**Your instructions**
Would you print all of the entries exactly, please, but without their pictures?

+ + +

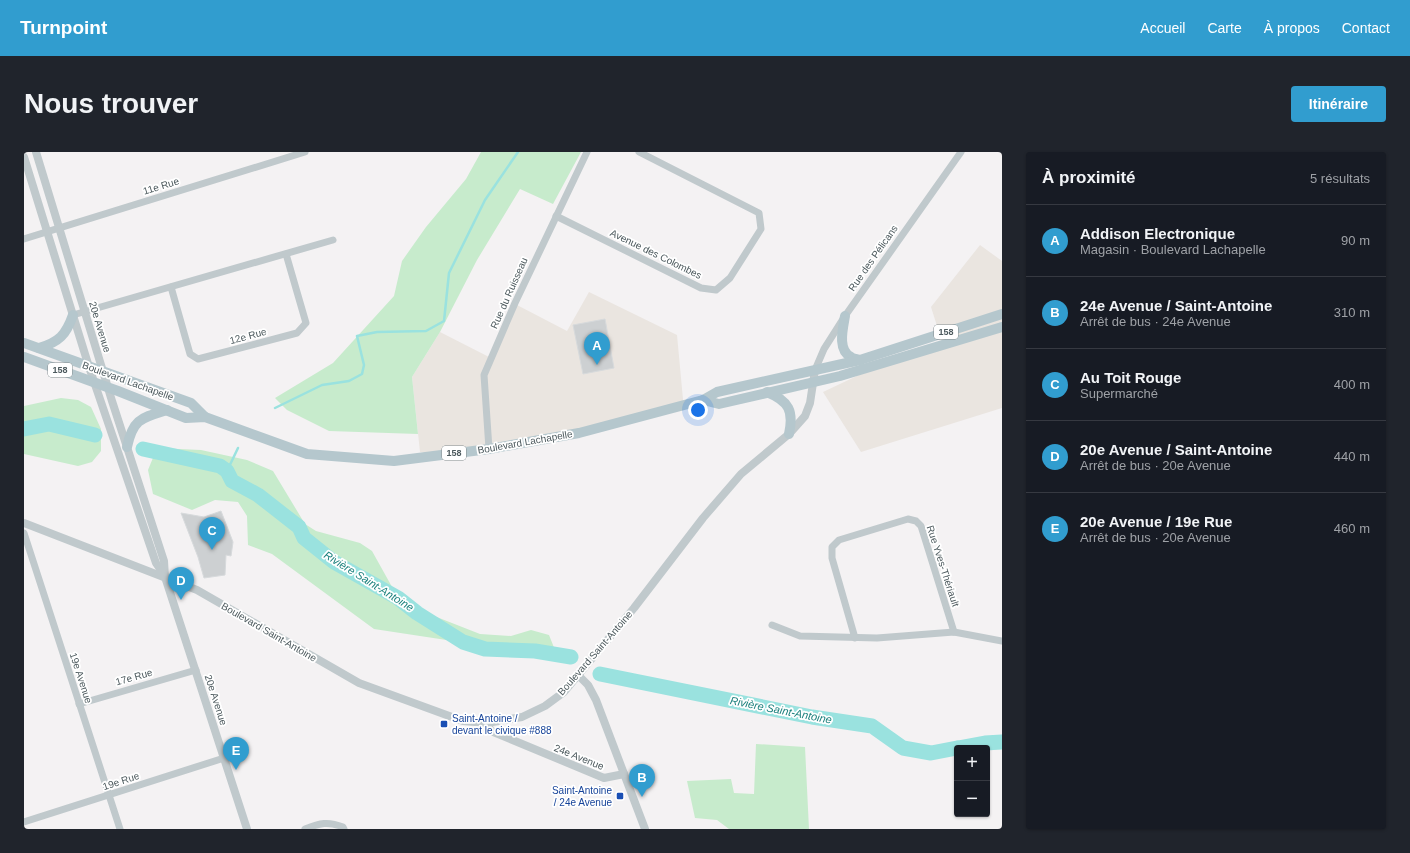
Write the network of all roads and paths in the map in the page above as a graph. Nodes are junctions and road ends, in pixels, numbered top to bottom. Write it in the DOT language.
graph roads {
  1 [pos="36,152"];
  2 [pos="305,152"];
  3 [pos="587,152"];
  4 [pos="638,152"];
  5 [pos="961,152"];
  6 [pos="24,157"];
  7 [pos="556,216"];
  8 [pos="59,228"];
  9 [pos="47,232"];
  10 [pos="24,239"];
  11 [pos="333,240"];
  12 [pos="286,254"];
  13 [pos="170,287"];
  14 [pos="85,312"];
  15 [pos="1002,314"];
  16 [pos="73,315"];
  17 [pos="845,316"];
  18 [pos="1002,327"];
  19 [pos="24,343"];
  20 [pos="39,348"];
  21 [pos="24,357"];
  22 [pos="860,360"];
  23 [pos="89,367"];
  24 [pos="815,370"];
  25 [pos="103,372"];
  26 [pos="813,382"];
  27 [pos="95,383"];
  28 [pos="108,388"];
  29 [pos="767,392"];
  30 [pos="704,400"];
  31 [pos="167,410"];
  32 [pos="205,417"];
  33 [pos="789,434"];
  34 [pos="128,447"];
  35 [pos="489,449"];
  36 [pos="24,523"];
  37 [pos="24,533"];
  38 [pos="165,577"];
  39 [pos="772,625"];
  40 [pos="954,632"];
  41 [pos="855,638"];
  42 [pos="1002,641"];
  43 [pos="196,670"];
  44 [pos="578,675"];
  45 [pos="79,704"];
  46 [pos="487,723"];
  47 [pos="224,758"];
  48 [pos="624,774"];
  49 [pos="109,795"];
  50 [pos="24,822"];
  51 [pos="120,829"];
  52 [pos="247,829"];
  53 [pos="305,829"];
  54 [pos="344,829"];
  55 [pos="644,829"];
  1 -- 8 [label="street, 20e Avenue"];
  2 -- 8 [label="street, 11e Rue"];
  3 -- 7 [label="street, Rue du Ruisseau"];
  4 -- 7 [label="street, Avenue des Colombes"];
  5 -- 17 [label="street, Rue des Pélicans"];
  6 -- 9 [label="street, 20e Avenue"];
  7 -- 35 [label="street, Rue du Ruisseau"];
  8 -- 9 [label="street, 11e Rue"];
  8 -- 14 [label="street, 20e Avenue"];
  9 -- 10 [label="street, 11e Rue"];
  9 -- 16 [label="street, 20e Avenue"];
  11 -- 12 [label="street"];
  12 -- 13 [label="street"];
  12 -- 13 [label="street, 12e Rue"];
  13 -- 14 [label="street"];
  14 -- 16 [label="street"];
  14 -- 25 [label="street, 20e Avenue"];
  15 -- 22 [label="main road, 158"];
  16 -- 20 [label="main road"];
  16 -- 23 [label="street, 20e Avenue"];
  17 -- 22 [label="main road"];
  17 -- 24 [label="street, Rue des Pélicans"];
  18 -- 26 [label="main road, Boulevard Lachapelle / 158"];
  19 -- 20 [label="main road, Boulevard Lachapelle / 158"];
  20 -- 23 [label="main road, Boulevard Lachapelle / 158"];
  21 -- 27 [label="main road, Boulevard Lachapelle / 158"];
  22 -- 24 [label="main road, Boulevard Lachapelle / 158"];
  23 -- 25 [label="main road, Boulevard Lachapelle / 158"];
  23 -- 27 [label="street, 20e Avenue"];
  24 -- 26 [label="street, Rue des Pélicans"];
  24 -- 30 [label="main road, Boulevard Lachapelle / 158"];
  25 -- 28 [label="street, 20e Avenue"];
  25 -- 32 [label="main road, Boulevard Lachapelle / 158"];
  26 -- 29 [label="main road, Boulevard Lachapelle / 158"];
  26 -- 33 [label="street, Boulevard Saint-Antoine"];
  27 -- 28 [label="main road, Boulevard Lachapelle / 158"];
  27 -- 38 [label="street, 20e Avenue"];
  28 -- 31 [label="main road, Boulevard Lachapelle / 158"];
  28 -- 34 [label="street, 20e Avenue"];
  29 -- 30 [label="main road, Boulevard Lachapelle / 158"];
  29 -- 33 [label="main road"];
  30 -- 35 [label="main road, Boulevard Lachapelle / 158"];
  31 -- 32 [label="main road, Boulevard Lachapelle / 158"];
  31 -- 34 [label="main road"];
  32 -- 35 [label="main road, Boulevard Lachapelle / 158"];
  33 -- 44 [label="street, Boulevard Saint-Antoine"];
  34 -- 38 [label="street, 20e Avenue"];
  36 -- 38 [label="street, Boulevard Saint-Antoine"];
  37 -- 45 [label="street, 19e Avenue"];
  38 -- 43 [label="street, 20e Avenue"];
  38 -- 46 [label="street, Boulevard Saint-Antoine"];
  39 -- 41 [label="street"];
  40 -- 41 [label="street"];
  40 -- 41 [label="street, Rue Yves-Thériault"];
  40 -- 42 [label="street"];
  43 -- 45 [label="street, 17e Rue"];
  43 -- 47 [label="street, 20e Avenue"];
  44 -- 46 [label="street, Boulevard Saint-Antoine"];
  44 -- 48 [label="street, 24e Avenue"];
  45 -- 49 [label="street, 19e Avenue"];
  46 -- 48 [label="street, 24e Avenue"];
  47 -- 49 [label="street, 19e Rue"];
  47 -- 52 [label="street, 20e Avenue"];
  48 -- 55 [label="street, 24e Avenue"];
  49 -- 50 [label="street, 19e Rue"];
  49 -- 51 [label="street, 19e Avenue"];
  53 -- 54 [label="street"];
}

+ + +

**Solution for this problem**
Write the network of all roads and paths in the map in the page above as a graph. Nodes are junctions and road ends, in pixels, numbered top to bottom. Write it in the DOT language.
graph roads {
  1 [pos="36,152"];
  2 [pos="305,152"];
  3 [pos="587,152"];
  4 [pos="638,152"];
  5 [pos="961,152"];
  6 [pos="24,157"];
  7 [pos="556,216"];
  8 [pos="59,228"];
  9 [pos="47,232"];
  10 [pos="24,239"];
  11 [pos="333,240"];
  12 [pos="286,254"];
  13 [pos="170,287"];
  14 [pos="85,312"];
  15 [pos="1002,314"];
  16 [pos="73,315"];
  17 [pos="845,316"];
  18 [pos="1002,327"];
  19 [pos="24,343"];
  20 [pos="39,348"];
  21 [pos="24,357"];
  22 [pos="860,360"];
  23 [pos="89,367"];
  24 [pos="815,370"];
  25 [pos="103,372"];
  26 [pos="813,382"];
  27 [pos="95,383"];
  28 [pos="108,388"];
  29 [pos="767,392"];
  30 [pos="704,400"];
  31 [pos="167,410"];
  32 [pos="205,417"];
  33 [pos="789,434"];
  34 [pos="128,447"];
  35 [pos="489,449"];
  36 [pos="24,523"];
  37 [pos="24,533"];
  38 [pos="165,577"];
  39 [pos="772,625"];
  40 [pos="954,632"];
  41 [pos="855,638"];
  42 [pos="1002,641"];
  43 [pos="196,670"];
  44 [pos="578,675"];
  45 [pos="79,704"];
  46 [pos="487,723"];
  47 [pos="224,758"];
  48 [pos="624,774"];
  49 [pos="109,795"];
  50 [pos="24,822"];
  51 [pos="120,829"];
  52 [pos="247,829"];
  53 [pos="305,829"];
  54 [pos="344,829"];
  55 [pos="644,829"];
  1 -- 8 [label="street, 20e Avenue"];
  2 -- 8 [label="street, 11e Rue"];
  3 -- 7 [label="street, Rue du Ruisseau"];
  4 -- 7 [label="street, Avenue des Colombes"];
  5 -- 17 [label="street, Rue des Pélicans"];
  6 -- 9 [label="street, 20e Avenue"];
  7 -- 35 [label="street, Rue du Ruisseau"];
  8 -- 9 [label="street, 11e Rue"];
  8 -- 14 [label="street, 20e Avenue"];
  9 -- 10 [label="street, 11e Rue"];
  9 -- 16 [label="street, 20e Avenue"];
  11 -- 12 [label="street"];
  12 -- 13 [label="street"];
  12 -- 13 [label="street, 12e Rue"];
  13 -- 14 [label="street"];
  14 -- 16 [label="street"];
  14 -- 25 [label="street, 20e Avenue"];
  15 -- 22 [label="main road, 158"];
  16 -- 20 [label="main road"];
  16 -- 23 [label="street, 20e Avenue"];
  17 -- 22 [label="main road"];
  17 -- 24 [label="street, Rue des Pélicans"];
  18 -- 26 [label="main road, Boulevard Lachapelle / 158"];
  19 -- 20 [label="main road, Boulevard Lachapelle / 158"];
  20 -- 23 [label="main road, Boulevard Lachapelle / 158"];
  21 -- 27 [label="main road, Boulevard Lachapelle / 158"];
  22 -- 24 [label="main road, Boulevard Lachapelle / 158"];
  23 -- 25 [label="main road, Boulevard Lachapelle / 158"];
  23 -- 27 [label="street, 20e Avenue"];
  24 -- 26 [label="street, Rue des Pélicans"];
  24 -- 30 [label="main road, Boulevard Lachapelle / 158"];
  25 -- 28 [label="street, 20e Avenue"];
  25 -- 32 [label="main road, Boulevard Lachapelle / 158"];
  26 -- 29 [label="main road, Boulevard Lachapelle / 158"];
  26 -- 33 [label="street, Boulevard Saint-Antoine"];
  27 -- 28 [label="main road, Boulevard Lachapelle / 158"];
  27 -- 38 [label="street, 20e Avenue"];
  28 -- 31 [label="main road, Boulevard Lachapelle / 158"];
  28 -- 34 [label="street, 20e Avenue"];
  29 -- 30 [label="main road, Boulevard Lachapelle / 158"];
  29 -- 33 [label="main road"];
  30 -- 35 [label="main road, Boulevard Lachapelle / 158"];
  31 -- 32 [label="main road, Boulevard Lachapelle / 158"];
  31 -- 34 [label="main road"];
  32 -- 35 [label="main road, Boulevard Lachapelle / 158"];
  33 -- 44 [label="street, Boulevard Saint-Antoine"];
  34 -- 38 [label="street, 20e Avenue"];
  36 -- 38 [label="street, Boulevard Saint-Antoine"];
  37 -- 45 [label="street, 19e Avenue"];
  38 -- 43 [label="street, 20e Avenue"];
  38 -- 46 [label="street, Boulevard Saint-Antoine"];
  39 -- 41 [label="street"];
  40 -- 41 [label="street"];
  40 -- 41 [label="street, Rue Yves-Thériault"];
  40 -- 42 [label="street"];
  43 -- 45 [label="street, 17e Rue"];
  43 -- 47 [label="street, 20e Avenue"];
  44 -- 46 [label="street, Boulevard Saint-Antoine"];
  44 -- 48 [label="street, 24e Avenue"];
  45 -- 49 [label="street, 19e Avenue"];
  46 -- 48 [label="street, 24e Avenue"];
  47 -- 49 [label="street, 19e Rue"];
  47 -- 52 [label="street, 20e Avenue"];
  48 -- 55 [label="street, 24e Avenue"];
  49 -- 50 [label="street, 19e Rue"];
  49 -- 51 [label="street, 19e Avenue"];
  53 -- 54 [label="street"];
}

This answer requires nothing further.